German U-boat U-210 under attack in the Atlantic. The photo was taken from the deck of HMCS Assiniboine, August 1942. [PHOTO: G.E. SALTER, LIBRARY AND ARCHIVES CANADA—PA037443]

The expansion of the war in 1942 pulled Canada’s small ship navy in several directions simultaneously, stretching it thin and leading—ultimately—to the greatest crisis in Canadian naval history. The navy’s senior officers were sharply criticized for the way in which they handled these challenges and the Chief of Naval Staff, Admiral Percy Nelles, was dismissed in January 1944.

It is hard to know how they could have done better with what they had to work with.
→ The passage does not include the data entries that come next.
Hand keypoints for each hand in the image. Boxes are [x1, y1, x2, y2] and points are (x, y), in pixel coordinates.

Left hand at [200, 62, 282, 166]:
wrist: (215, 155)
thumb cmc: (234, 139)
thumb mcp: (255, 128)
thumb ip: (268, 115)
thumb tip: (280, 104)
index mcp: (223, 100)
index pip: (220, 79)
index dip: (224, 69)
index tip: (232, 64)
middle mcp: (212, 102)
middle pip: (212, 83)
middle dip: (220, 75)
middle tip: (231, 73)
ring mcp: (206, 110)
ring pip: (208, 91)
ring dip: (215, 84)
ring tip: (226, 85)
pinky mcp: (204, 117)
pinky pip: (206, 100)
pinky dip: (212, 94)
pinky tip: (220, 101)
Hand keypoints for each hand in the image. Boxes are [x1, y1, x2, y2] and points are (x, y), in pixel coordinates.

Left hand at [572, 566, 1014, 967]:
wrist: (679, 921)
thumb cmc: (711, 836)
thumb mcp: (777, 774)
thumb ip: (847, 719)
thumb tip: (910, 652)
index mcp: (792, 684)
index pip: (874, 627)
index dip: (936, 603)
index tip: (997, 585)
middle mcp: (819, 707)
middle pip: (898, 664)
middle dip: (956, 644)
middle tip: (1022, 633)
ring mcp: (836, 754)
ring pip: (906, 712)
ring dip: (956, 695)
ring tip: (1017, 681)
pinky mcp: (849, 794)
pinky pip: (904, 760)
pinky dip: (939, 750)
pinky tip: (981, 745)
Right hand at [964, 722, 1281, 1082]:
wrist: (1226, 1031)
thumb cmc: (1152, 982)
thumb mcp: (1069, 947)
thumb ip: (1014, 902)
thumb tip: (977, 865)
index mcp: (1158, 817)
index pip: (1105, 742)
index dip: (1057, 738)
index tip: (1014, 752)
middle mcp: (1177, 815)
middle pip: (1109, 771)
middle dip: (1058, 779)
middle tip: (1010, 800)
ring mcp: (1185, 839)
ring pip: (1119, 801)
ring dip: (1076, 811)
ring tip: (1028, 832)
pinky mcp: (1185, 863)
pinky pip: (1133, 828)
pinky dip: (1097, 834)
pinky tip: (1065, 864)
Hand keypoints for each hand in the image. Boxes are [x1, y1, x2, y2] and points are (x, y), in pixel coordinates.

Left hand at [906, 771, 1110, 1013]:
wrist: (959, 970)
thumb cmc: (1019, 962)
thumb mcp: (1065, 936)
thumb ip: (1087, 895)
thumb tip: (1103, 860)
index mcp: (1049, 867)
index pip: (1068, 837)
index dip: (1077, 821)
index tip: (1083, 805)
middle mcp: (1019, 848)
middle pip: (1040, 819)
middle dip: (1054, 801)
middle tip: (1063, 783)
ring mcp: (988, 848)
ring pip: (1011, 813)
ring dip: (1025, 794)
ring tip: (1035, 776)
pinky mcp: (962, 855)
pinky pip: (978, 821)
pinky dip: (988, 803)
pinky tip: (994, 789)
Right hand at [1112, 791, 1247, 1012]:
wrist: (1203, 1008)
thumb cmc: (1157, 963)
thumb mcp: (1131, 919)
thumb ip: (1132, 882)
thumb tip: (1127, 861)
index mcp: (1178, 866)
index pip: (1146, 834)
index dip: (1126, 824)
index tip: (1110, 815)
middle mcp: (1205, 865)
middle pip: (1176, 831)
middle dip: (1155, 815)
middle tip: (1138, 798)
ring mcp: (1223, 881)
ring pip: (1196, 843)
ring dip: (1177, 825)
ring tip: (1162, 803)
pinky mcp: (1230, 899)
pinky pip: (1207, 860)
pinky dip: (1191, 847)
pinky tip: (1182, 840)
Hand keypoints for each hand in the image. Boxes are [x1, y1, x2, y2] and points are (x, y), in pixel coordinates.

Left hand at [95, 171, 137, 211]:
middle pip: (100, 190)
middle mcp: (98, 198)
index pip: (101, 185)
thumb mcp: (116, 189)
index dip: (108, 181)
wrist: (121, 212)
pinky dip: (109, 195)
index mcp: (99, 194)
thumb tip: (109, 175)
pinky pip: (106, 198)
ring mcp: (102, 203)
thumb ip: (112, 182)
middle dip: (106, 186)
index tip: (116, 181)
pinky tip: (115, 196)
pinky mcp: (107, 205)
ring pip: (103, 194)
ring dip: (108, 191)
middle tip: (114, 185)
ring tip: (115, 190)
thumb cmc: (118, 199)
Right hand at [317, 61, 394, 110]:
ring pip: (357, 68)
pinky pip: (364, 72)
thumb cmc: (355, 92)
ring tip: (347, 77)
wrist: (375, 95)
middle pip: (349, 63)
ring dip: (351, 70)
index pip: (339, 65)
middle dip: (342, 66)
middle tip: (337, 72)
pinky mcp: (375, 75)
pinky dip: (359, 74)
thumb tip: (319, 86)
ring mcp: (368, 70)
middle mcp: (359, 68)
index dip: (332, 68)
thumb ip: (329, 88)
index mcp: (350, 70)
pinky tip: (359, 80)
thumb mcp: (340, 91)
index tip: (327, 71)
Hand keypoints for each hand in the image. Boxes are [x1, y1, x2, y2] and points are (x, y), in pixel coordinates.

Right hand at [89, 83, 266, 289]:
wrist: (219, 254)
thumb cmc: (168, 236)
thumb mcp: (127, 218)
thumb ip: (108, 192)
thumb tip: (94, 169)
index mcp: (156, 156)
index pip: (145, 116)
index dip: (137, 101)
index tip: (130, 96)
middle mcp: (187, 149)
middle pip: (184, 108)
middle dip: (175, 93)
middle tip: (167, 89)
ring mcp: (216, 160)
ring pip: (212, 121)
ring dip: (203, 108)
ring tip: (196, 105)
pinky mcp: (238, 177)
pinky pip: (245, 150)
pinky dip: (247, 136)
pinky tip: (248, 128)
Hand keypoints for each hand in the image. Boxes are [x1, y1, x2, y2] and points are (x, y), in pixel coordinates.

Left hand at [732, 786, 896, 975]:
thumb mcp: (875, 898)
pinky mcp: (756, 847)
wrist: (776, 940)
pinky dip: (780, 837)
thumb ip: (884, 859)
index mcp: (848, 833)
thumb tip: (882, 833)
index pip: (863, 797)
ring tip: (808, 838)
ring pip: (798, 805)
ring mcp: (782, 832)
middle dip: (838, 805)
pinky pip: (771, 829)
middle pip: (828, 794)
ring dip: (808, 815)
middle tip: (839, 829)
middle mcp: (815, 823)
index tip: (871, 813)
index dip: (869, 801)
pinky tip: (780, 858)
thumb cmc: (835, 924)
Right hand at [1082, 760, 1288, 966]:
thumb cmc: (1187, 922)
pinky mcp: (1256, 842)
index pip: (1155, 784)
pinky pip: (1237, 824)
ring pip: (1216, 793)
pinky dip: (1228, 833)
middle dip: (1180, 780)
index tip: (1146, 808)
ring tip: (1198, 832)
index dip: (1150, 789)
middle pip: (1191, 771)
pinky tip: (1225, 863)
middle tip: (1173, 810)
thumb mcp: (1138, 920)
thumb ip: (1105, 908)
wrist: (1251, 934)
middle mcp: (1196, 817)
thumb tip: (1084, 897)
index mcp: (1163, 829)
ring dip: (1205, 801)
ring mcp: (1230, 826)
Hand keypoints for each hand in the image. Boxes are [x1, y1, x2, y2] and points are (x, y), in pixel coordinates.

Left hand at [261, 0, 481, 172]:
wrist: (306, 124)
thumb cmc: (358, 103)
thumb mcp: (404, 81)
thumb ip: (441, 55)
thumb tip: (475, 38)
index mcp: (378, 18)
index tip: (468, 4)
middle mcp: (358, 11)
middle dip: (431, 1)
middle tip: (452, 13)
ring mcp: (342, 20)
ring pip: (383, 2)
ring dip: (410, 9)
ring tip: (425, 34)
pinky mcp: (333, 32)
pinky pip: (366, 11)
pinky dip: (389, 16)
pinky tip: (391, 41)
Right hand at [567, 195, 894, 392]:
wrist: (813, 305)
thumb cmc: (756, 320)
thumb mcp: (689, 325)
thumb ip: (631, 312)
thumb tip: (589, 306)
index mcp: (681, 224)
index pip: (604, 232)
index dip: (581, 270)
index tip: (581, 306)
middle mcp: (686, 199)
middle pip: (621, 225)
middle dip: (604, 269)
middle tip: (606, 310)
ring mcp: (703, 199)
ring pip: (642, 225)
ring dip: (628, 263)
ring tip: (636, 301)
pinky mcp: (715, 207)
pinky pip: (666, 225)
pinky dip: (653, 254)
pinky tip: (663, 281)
As always in the struggle against the U-boats, the enemy had the initiative and Allied resources were limited. The Royal Canadian Navy’s response to sudden expansion of the U-boat war in 1942 was primarily to extend the system of escorted convoys. It was a highly successful strategy, even if the navy proved incapable of winning all the battles that resulted—both at sea and in the corridors of power in Ottawa.

The importance of convoy operations eastward from Newfoundland was confirmed for the RCN in the winter of 1942. As American destroyers drifted away from transatlantic convoys to the Pacific or U.S. coastal waters, the Canadian navy assumed responsibility for their tasks in the northwest Atlantic. In February, Newfoundland Escort Force (NEF) was amalgamated into the new Mid-Ocean Escort Force (MOEF) which protected convoys between Ireland and the Grand Banks. Under MOEF, Iceland was abandoned as a relay point, allowing RCN escorts to call in Londonderry, Northern Ireland, while British escort groups in MOEF used the new American base at Argentia, Nfld., as their western terminus. Although this new system gave the RCN’s mid-ocean escorts access to a proper naval base for the first time, the “B” groups of MOEF got the best of the new arrangements. Argentia was rapidly developing as a proper naval base, with resources and amenities which the Canadian base in St John’s—where the RCN’s transatlantic escorts spent the bulk of their downtime—still lacked.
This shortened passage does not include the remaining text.